## What to work on
Your answer should consist of each line below that contains the string "dead".
START Supplied records
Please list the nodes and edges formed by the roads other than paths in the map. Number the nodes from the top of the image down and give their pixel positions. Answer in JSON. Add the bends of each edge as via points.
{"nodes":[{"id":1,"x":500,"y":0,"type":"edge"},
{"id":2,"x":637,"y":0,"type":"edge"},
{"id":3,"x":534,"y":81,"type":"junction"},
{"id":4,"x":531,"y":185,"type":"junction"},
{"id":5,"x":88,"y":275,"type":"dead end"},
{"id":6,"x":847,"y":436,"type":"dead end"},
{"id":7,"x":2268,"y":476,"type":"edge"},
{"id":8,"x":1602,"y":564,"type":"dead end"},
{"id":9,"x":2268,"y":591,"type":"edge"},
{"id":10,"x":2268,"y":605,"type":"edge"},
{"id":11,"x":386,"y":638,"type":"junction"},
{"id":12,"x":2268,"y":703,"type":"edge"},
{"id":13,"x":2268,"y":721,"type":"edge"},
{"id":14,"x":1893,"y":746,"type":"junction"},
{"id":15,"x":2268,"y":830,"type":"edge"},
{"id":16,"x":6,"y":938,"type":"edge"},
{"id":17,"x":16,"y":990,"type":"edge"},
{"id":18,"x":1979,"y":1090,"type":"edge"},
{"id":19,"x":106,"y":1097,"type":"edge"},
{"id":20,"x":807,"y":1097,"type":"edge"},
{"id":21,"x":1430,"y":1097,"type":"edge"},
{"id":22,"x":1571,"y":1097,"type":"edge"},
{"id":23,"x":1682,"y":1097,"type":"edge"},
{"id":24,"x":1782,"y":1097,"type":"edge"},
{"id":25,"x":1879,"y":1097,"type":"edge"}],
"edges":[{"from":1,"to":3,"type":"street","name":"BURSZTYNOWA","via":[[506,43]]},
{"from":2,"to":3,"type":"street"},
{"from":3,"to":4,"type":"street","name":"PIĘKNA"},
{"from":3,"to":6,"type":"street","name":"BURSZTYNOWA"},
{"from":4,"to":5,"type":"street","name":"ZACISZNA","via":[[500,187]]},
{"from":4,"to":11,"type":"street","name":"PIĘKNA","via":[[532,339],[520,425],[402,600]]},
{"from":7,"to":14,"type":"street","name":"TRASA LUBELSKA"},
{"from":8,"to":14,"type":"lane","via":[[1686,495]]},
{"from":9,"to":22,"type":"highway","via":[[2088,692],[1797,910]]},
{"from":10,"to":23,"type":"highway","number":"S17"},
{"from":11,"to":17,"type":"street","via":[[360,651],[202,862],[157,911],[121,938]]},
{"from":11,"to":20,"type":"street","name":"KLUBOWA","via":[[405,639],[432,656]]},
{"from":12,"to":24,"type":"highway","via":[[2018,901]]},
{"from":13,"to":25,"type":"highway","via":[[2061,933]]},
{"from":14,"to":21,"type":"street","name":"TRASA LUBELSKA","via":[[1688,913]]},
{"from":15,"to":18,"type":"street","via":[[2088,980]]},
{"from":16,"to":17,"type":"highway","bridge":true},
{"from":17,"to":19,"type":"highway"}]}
END Supplied records
## Expected output
{"id":5,"x":88,"y":275,"type":"dead end"},
{"id":6,"x":847,"y":436,"type":"dead end"},
{"id":8,"x":1602,"y":564,"type":"dead end"},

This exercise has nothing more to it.